▸ WHAT THE TASK ASKS
As the answer, give a copy of each line below that includes the word "roads".

▸ MATERIAL PROVIDED
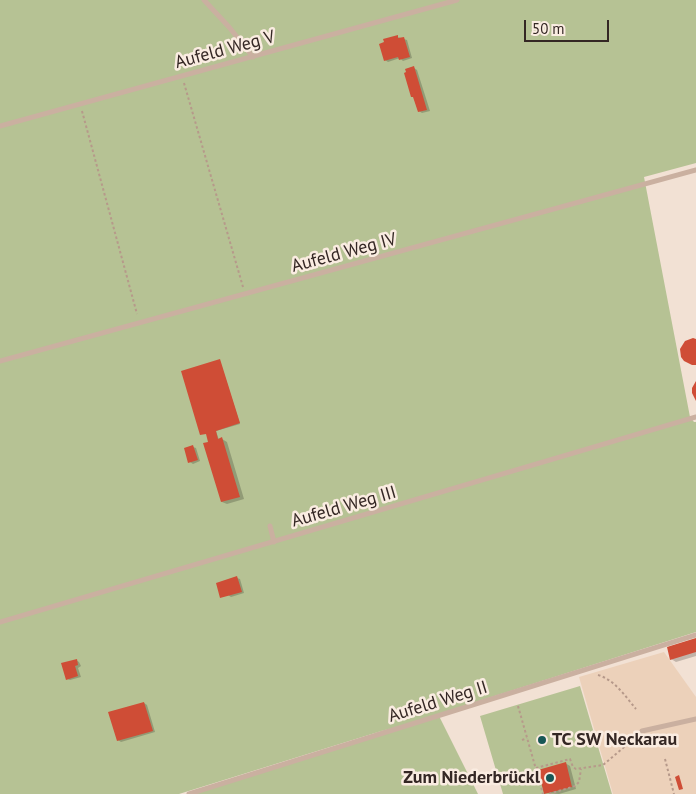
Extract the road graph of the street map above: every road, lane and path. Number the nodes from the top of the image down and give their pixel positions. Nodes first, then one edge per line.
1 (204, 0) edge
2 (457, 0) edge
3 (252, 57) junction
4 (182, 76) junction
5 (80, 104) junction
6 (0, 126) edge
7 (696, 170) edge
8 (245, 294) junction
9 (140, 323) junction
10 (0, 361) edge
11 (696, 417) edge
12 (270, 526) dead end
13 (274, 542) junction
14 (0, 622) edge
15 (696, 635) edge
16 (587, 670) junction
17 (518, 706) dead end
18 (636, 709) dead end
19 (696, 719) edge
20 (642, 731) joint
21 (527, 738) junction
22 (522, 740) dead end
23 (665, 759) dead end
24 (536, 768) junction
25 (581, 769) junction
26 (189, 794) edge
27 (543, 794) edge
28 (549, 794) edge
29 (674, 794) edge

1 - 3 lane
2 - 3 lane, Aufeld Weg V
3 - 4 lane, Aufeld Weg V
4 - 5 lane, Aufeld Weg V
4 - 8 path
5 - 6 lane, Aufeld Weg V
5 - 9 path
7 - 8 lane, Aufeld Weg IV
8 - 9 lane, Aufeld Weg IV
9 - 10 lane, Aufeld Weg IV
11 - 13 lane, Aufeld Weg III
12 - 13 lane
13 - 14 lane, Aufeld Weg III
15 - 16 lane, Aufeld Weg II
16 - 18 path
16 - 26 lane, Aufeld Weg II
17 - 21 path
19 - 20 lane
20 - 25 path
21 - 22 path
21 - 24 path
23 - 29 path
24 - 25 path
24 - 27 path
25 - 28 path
* * *
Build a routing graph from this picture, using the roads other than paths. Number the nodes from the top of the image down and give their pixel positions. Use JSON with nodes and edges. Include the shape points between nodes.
...
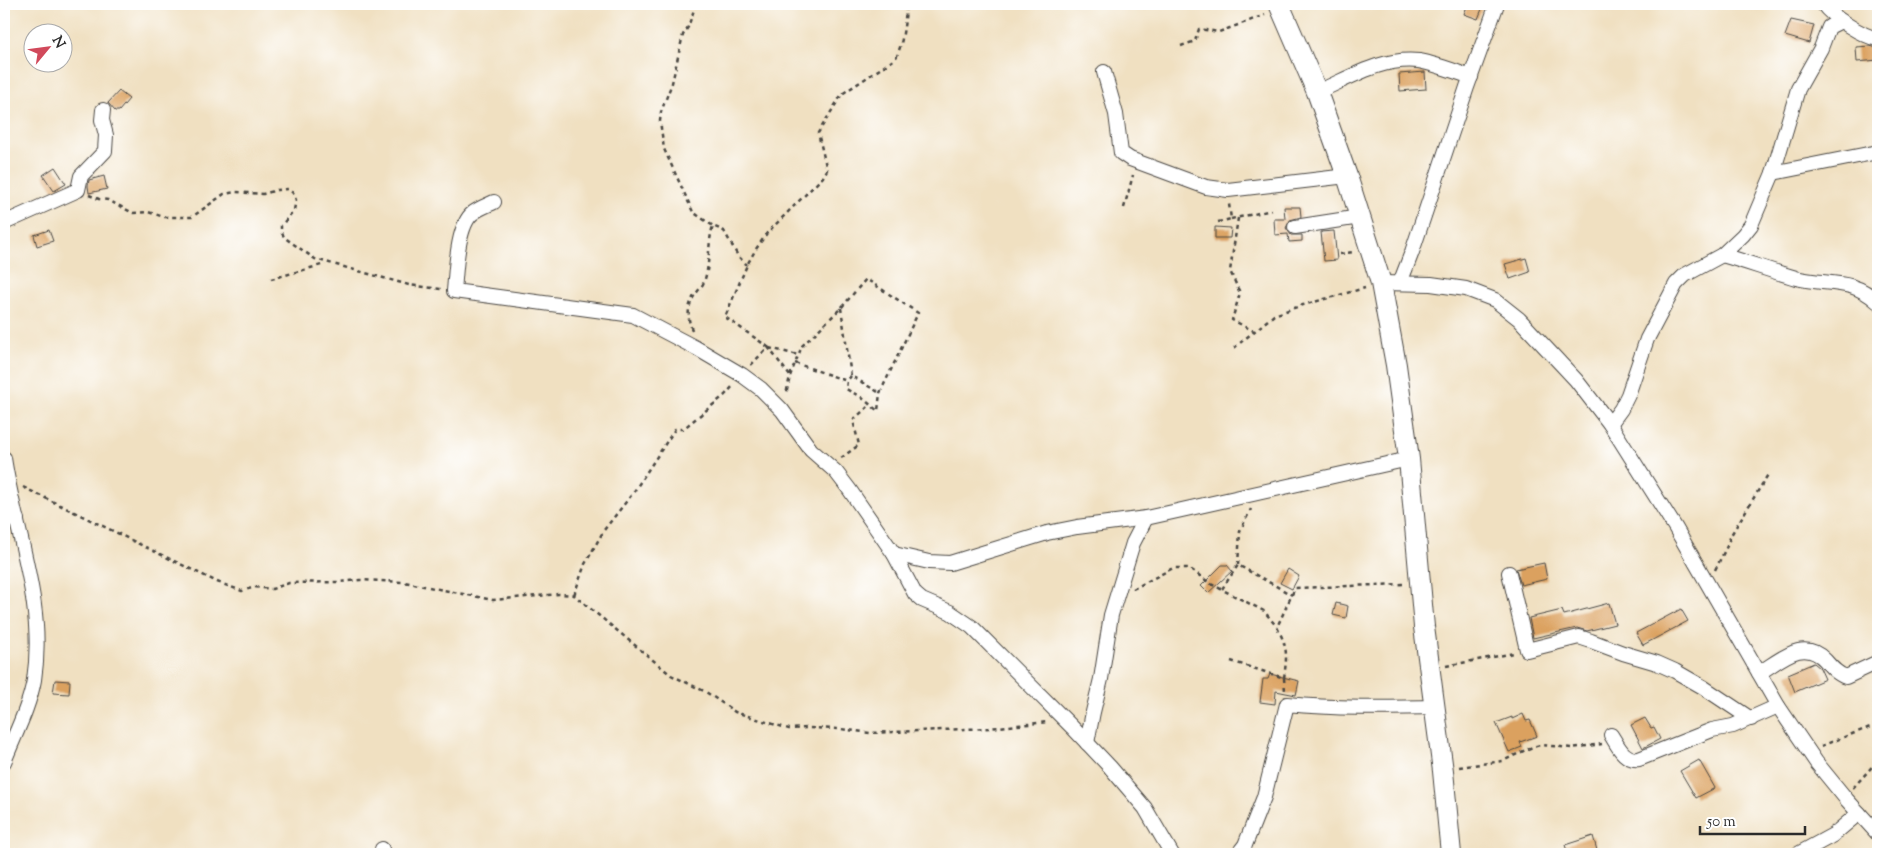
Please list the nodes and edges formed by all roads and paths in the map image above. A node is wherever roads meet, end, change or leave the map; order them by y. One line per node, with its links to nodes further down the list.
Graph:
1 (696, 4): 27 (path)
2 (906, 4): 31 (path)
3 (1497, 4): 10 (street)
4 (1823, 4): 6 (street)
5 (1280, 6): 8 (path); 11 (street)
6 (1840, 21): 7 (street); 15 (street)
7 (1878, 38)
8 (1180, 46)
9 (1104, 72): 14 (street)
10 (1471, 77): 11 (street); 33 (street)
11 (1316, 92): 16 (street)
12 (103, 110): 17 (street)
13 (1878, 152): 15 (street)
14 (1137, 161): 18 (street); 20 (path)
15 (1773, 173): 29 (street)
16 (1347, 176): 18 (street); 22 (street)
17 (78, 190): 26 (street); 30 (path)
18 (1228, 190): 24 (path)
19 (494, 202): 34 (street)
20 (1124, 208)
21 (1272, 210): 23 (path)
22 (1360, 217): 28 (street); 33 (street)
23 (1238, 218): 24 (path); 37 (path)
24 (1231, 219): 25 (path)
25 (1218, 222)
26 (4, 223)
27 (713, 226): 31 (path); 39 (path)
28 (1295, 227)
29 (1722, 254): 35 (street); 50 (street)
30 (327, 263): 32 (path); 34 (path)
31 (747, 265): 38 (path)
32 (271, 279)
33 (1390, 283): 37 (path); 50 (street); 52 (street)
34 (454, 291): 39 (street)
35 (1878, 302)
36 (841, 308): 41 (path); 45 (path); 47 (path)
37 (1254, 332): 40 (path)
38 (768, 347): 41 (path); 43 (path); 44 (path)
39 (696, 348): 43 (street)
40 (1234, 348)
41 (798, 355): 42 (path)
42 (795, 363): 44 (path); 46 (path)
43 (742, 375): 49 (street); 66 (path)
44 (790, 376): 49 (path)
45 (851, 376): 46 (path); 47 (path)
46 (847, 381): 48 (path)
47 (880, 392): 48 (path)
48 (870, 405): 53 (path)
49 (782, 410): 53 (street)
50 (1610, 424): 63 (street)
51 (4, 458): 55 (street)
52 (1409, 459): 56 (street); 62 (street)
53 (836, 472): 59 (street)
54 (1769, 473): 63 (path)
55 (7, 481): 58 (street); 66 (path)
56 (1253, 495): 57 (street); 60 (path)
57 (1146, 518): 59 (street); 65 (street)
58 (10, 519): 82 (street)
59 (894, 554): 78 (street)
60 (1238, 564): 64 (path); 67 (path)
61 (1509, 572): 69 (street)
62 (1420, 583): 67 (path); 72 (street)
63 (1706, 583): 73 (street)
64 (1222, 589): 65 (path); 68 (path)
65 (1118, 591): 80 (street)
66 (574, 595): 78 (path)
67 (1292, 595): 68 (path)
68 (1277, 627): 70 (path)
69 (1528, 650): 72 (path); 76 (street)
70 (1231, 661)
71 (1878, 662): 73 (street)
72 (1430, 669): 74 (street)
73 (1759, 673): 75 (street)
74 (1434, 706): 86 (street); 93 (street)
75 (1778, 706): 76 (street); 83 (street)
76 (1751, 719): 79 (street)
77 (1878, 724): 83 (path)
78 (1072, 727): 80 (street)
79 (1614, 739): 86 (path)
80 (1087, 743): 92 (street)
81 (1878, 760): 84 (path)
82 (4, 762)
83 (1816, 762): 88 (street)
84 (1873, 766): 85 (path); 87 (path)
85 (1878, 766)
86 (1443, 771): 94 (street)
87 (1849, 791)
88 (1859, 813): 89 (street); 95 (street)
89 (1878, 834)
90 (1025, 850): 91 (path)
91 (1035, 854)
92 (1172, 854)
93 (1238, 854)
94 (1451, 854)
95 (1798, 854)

▸ SOLUTION
Build a routing graph from this picture, using the roads other than paths. Number the nodes from the top of the image down and give their pixel positions. Use JSON with nodes and edges. Include the shape points between nodes.
Please list the nodes and edges formed by all roads and paths in the map image above. A node is wherever roads meet, end, change or leave the map; order them by y. One line per node, with its links to nodes further down the list.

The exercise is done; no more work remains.